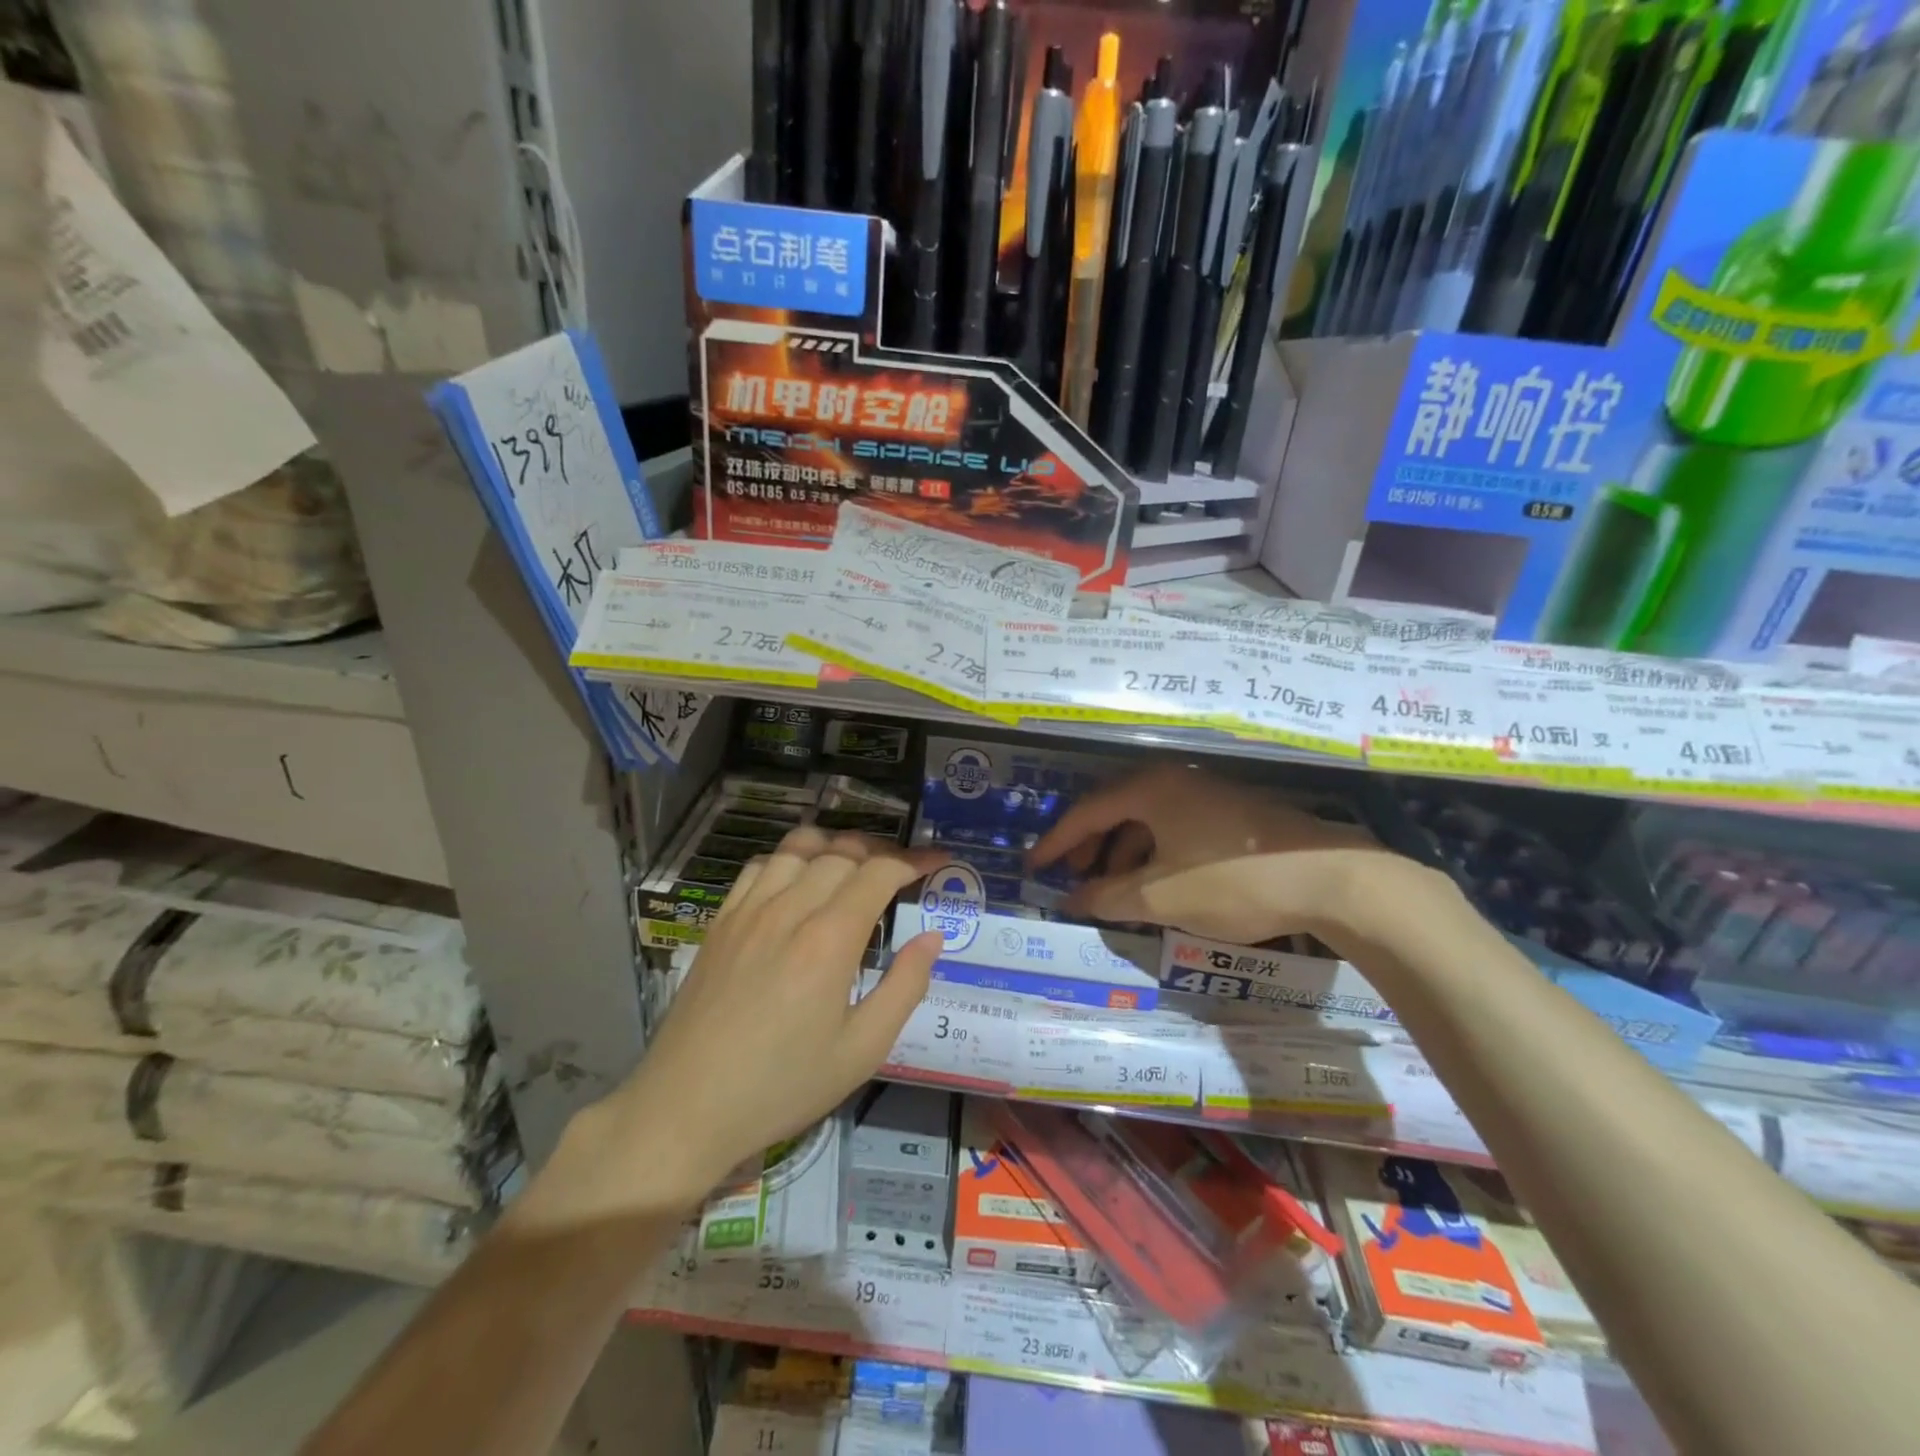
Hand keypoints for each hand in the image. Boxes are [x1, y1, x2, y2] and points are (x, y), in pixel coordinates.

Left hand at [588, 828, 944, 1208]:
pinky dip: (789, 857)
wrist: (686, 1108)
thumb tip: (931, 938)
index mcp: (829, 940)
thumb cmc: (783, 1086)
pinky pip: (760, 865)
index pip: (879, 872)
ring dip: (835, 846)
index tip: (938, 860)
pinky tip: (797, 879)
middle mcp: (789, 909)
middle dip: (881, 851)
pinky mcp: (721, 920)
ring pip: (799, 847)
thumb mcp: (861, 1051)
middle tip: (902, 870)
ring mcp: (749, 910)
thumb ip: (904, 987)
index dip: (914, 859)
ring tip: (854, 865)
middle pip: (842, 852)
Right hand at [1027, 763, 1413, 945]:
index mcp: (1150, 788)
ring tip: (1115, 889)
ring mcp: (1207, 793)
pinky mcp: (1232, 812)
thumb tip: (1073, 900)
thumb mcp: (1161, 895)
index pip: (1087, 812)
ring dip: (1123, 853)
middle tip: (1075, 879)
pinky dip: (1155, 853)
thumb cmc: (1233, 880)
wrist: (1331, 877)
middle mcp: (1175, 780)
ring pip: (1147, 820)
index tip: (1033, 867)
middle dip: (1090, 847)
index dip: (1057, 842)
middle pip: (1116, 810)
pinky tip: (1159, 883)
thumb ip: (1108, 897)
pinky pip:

◆ ◆ ◆ ◆ ◆ ◆ ◆

Assigned task — No line before the one containing "pinky pip: (760, 865)" should be copied; restate that line and all the rest through the end of the data above word for word.

Expected answer —
pinky pip: (760, 865)
index pip: (879, 872)
ring dip: (835, 846)
index tip: (938, 860)
pinky tip: (797, 879)
middle mcp: (789, 909)
middle dip: (881, 851)
pinky mcp: (721, 920)
ring pip: (799, 847)
thumb mcp: (861, 1051)
middle tip: (902, 870)
ring mcp: (749, 910)
thumb ip: (904, 987)
index dip: (914, 859)
ring tip: (854, 865)
middle pip: (842, 852)
Right hand at [1027, 763, 1413, 945]:
index mcp: (1150, 788)
ring tip: (1115, 889)
ring mcp: (1207, 793)
pinky mcp: (1232, 812)
thumb tip: (1073, 900)
thumb mcp: (1161, 895)
index pip: (1087, 812)
ring dip: (1123, 853)
middle tip: (1075, 879)
pinky dip: (1155, 853)
thumb cmc: (1233, 880)
wrist: (1331, 877)
middle mcp: (1175, 780)
ring pip: (1147, 820)
index tip: (1033, 867)
middle dip: (1090, 847)
index dip: (1057, 842)
middle pip: (1116, 810)
pinky tip: (1159, 883)
thumb ip: (1108, 897)
pinky pip:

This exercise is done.